Starting at the first line of the entries, extract each line up to and including the one that contains "index tip: (391, 325)", but leave out the pictures.

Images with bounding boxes
----
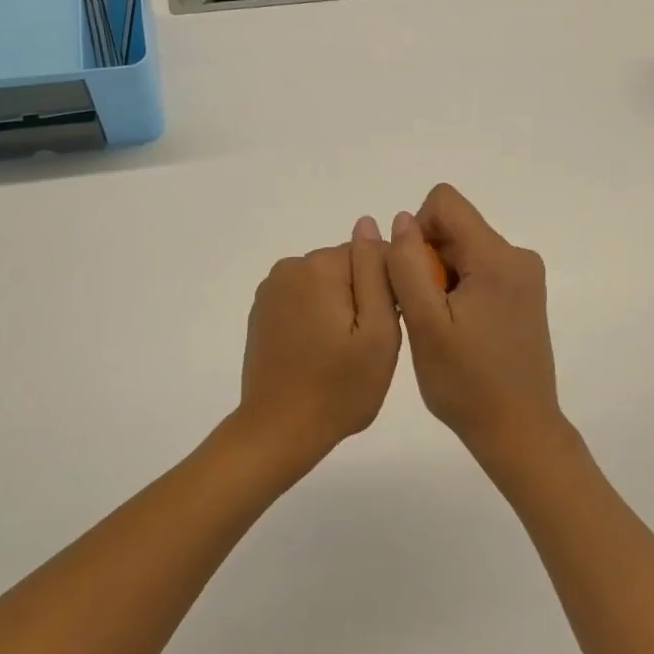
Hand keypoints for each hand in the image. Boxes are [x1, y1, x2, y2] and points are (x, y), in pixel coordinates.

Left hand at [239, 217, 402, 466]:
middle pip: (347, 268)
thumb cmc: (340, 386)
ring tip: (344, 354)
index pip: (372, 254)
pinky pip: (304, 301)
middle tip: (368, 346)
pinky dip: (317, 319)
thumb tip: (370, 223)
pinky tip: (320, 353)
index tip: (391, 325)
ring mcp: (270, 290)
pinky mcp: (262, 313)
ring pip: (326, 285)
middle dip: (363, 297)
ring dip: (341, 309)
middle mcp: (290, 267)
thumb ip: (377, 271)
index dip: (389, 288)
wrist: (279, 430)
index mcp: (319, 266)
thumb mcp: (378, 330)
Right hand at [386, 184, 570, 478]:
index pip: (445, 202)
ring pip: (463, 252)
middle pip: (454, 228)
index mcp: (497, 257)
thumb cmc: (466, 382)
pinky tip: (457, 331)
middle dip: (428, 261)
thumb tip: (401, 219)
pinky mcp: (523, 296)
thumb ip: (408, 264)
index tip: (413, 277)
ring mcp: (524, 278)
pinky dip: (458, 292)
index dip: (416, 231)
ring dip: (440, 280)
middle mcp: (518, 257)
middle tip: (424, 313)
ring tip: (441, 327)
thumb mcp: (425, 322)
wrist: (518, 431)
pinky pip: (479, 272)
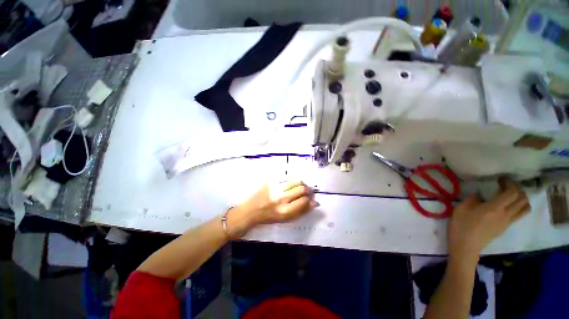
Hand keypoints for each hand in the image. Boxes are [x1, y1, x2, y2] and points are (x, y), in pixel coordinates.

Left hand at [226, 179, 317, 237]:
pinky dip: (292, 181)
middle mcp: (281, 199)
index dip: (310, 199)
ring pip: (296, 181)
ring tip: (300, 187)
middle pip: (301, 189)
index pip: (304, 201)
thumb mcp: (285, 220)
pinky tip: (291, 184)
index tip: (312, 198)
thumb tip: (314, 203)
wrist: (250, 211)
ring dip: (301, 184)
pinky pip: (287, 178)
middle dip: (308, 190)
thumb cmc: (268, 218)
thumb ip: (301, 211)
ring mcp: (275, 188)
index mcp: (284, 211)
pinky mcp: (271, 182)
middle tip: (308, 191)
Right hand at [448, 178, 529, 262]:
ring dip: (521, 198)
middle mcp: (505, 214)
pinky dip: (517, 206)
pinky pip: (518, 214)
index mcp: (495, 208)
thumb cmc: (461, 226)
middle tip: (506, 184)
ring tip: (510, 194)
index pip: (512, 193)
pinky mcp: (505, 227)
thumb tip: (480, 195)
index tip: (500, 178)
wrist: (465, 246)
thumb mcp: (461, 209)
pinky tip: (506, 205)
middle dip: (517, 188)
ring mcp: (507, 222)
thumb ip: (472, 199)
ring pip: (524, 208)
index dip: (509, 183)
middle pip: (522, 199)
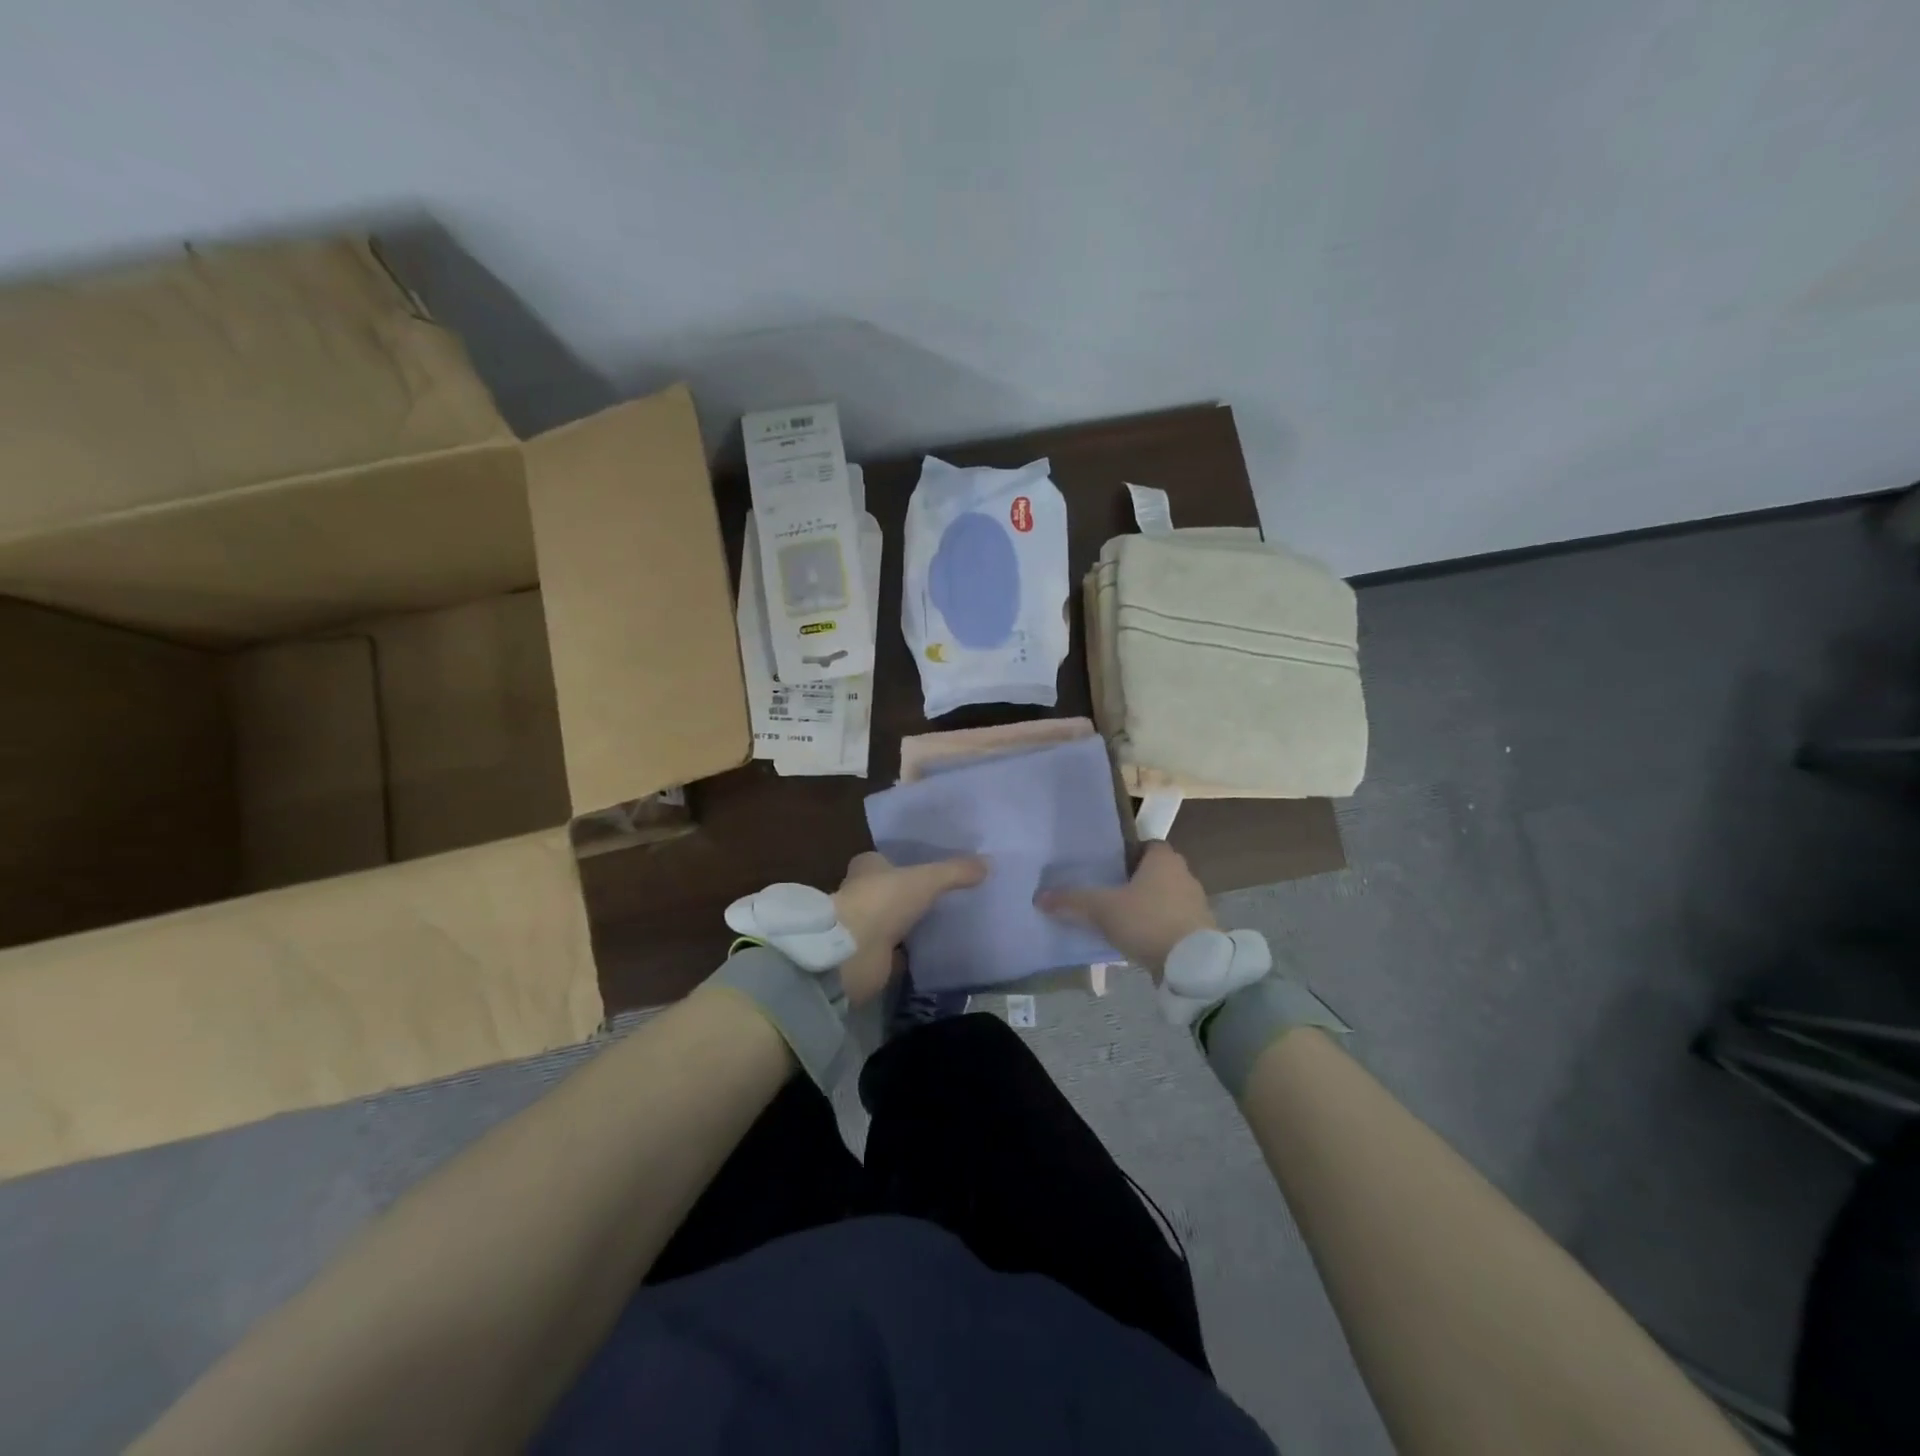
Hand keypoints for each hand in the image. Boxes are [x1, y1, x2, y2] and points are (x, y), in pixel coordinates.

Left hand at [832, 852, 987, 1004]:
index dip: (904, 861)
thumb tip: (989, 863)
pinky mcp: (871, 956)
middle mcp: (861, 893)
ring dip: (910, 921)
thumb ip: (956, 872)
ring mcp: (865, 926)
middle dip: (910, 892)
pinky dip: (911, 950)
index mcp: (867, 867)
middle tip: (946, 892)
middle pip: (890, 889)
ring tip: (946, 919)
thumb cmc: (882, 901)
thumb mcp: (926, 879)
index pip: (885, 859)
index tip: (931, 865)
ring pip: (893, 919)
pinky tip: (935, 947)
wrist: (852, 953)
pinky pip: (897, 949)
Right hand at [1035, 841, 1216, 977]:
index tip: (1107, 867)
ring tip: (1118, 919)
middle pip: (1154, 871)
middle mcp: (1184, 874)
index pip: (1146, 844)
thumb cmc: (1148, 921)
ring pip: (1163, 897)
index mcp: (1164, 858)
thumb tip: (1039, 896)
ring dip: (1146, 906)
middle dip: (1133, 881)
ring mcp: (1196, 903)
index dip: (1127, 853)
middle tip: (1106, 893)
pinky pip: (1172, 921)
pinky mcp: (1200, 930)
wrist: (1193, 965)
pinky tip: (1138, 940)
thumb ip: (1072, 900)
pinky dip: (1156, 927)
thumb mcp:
----
§ **EXERCISE RESULT**:
Hand keypoints for each hand in the image. Boxes are [x1, y1, x2, y2] and points are (x, y), in pixel coordinates.

Left hand at [239, 217, 402, 466]:
middle pip: (347, 268)
thumb cmc: (340, 386)
ring tip: (344, 354)
index pip: (372, 254)
pinky pip: (304, 301)
middle tip: (368, 346)
pinky dip: (317, 319)
thumb tip: (370, 223)
pinky tip: (320, 353)
index tip: (391, 325)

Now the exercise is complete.